- [Task objective]:
Work through the entries below line by line and give the number of lines with the string "numbered", nothing else.

- [Collected data entries]:
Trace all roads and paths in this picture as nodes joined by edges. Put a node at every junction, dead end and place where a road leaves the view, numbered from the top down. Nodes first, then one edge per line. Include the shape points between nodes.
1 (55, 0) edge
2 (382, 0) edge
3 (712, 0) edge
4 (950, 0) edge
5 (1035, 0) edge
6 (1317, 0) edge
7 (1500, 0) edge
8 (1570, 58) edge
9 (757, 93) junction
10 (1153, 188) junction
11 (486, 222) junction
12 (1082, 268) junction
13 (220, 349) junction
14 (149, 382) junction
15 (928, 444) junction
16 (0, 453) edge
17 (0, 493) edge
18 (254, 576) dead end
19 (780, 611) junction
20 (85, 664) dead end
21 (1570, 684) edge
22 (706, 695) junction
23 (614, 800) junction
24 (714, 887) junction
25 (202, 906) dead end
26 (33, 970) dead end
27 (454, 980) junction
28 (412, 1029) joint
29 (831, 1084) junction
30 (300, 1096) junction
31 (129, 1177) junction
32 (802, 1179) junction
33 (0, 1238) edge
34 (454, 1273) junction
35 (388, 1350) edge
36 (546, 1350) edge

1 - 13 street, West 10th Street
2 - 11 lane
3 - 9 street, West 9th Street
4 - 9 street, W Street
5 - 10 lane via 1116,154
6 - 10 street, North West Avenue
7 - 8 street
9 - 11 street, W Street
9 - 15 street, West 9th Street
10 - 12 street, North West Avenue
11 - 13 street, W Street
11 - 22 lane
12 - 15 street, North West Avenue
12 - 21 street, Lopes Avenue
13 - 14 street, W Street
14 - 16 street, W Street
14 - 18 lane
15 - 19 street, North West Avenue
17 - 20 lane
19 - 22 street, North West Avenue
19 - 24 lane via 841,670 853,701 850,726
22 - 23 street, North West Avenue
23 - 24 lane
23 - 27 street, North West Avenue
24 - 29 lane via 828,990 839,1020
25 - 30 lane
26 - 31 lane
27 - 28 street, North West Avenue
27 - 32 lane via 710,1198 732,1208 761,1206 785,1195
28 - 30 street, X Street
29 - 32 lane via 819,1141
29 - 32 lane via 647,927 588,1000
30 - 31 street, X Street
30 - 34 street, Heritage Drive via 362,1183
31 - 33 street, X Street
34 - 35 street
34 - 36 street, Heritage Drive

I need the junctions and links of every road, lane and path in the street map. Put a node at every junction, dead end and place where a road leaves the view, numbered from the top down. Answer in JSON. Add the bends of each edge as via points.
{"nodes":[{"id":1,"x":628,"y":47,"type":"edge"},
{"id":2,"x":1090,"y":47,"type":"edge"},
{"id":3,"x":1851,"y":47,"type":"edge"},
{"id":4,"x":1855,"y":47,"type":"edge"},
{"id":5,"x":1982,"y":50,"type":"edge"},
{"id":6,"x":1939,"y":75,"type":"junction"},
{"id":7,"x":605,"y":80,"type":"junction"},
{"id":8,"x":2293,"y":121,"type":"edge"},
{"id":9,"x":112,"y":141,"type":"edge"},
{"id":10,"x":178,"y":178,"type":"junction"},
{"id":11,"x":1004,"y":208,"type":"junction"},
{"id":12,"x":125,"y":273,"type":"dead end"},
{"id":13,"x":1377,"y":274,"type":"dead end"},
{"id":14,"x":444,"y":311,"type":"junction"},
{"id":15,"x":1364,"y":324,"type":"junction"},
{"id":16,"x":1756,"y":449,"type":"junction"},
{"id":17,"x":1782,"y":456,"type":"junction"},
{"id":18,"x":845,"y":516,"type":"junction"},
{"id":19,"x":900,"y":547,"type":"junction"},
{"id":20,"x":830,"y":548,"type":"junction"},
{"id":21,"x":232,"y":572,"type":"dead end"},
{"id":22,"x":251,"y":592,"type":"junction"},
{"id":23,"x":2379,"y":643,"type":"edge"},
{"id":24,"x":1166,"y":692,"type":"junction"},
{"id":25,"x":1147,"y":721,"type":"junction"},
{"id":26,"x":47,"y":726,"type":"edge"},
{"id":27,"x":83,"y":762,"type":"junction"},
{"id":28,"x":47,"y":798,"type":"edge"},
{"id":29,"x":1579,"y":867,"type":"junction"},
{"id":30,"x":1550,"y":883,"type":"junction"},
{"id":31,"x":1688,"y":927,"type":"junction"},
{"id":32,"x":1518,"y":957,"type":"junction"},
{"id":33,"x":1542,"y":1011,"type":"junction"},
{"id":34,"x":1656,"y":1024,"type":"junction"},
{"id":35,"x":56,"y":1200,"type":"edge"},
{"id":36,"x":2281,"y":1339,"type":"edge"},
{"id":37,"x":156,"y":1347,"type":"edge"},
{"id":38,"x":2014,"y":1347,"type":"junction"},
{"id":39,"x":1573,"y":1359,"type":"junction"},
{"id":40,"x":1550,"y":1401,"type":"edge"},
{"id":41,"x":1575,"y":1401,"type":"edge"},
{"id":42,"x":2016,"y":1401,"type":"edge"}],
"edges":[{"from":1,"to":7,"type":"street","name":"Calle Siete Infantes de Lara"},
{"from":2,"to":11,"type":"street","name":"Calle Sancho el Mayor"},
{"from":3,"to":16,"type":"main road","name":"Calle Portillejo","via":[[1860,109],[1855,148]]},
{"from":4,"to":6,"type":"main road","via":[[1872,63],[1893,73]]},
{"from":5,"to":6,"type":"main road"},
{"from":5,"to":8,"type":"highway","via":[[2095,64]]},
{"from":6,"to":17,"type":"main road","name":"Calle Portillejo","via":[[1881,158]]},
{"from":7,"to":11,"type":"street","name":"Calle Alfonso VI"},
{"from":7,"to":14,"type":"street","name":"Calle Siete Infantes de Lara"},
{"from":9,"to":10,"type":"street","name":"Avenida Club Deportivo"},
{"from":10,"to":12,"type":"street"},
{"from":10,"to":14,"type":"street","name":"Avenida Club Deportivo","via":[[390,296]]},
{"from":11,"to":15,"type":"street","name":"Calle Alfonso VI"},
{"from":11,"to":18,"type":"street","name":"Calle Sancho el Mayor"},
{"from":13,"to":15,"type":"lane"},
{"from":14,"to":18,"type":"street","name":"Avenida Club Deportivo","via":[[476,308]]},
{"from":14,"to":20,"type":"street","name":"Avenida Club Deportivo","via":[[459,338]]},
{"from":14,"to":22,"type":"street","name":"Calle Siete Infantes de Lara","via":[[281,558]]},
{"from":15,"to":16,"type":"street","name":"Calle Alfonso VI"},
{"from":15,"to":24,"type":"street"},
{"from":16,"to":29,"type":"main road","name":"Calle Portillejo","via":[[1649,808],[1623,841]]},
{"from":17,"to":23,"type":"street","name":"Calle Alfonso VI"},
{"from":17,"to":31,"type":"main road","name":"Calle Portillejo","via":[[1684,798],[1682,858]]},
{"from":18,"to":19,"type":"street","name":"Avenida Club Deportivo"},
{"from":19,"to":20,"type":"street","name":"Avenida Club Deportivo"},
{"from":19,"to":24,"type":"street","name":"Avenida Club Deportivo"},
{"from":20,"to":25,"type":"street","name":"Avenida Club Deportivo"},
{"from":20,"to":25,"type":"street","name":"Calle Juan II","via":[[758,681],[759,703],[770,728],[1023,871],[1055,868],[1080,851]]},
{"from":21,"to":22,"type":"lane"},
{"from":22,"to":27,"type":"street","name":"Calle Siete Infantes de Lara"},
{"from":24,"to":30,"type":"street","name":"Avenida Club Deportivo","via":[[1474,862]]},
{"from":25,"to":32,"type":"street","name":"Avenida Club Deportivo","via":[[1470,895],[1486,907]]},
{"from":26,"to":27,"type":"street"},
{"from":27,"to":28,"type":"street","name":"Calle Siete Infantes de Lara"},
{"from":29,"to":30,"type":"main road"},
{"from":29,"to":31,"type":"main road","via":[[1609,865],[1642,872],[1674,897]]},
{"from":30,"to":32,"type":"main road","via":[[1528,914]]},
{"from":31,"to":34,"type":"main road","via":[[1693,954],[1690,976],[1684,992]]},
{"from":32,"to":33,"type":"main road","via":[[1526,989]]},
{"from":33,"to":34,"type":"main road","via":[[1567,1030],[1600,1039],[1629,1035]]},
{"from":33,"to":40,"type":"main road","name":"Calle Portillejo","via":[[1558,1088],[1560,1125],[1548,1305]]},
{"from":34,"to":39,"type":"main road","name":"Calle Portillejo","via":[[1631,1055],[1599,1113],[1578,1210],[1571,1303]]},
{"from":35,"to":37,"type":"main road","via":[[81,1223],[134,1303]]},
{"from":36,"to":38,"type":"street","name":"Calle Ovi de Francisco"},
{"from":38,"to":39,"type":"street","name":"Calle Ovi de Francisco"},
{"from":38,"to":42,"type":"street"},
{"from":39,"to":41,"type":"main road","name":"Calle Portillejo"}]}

- [Exercise result]:
2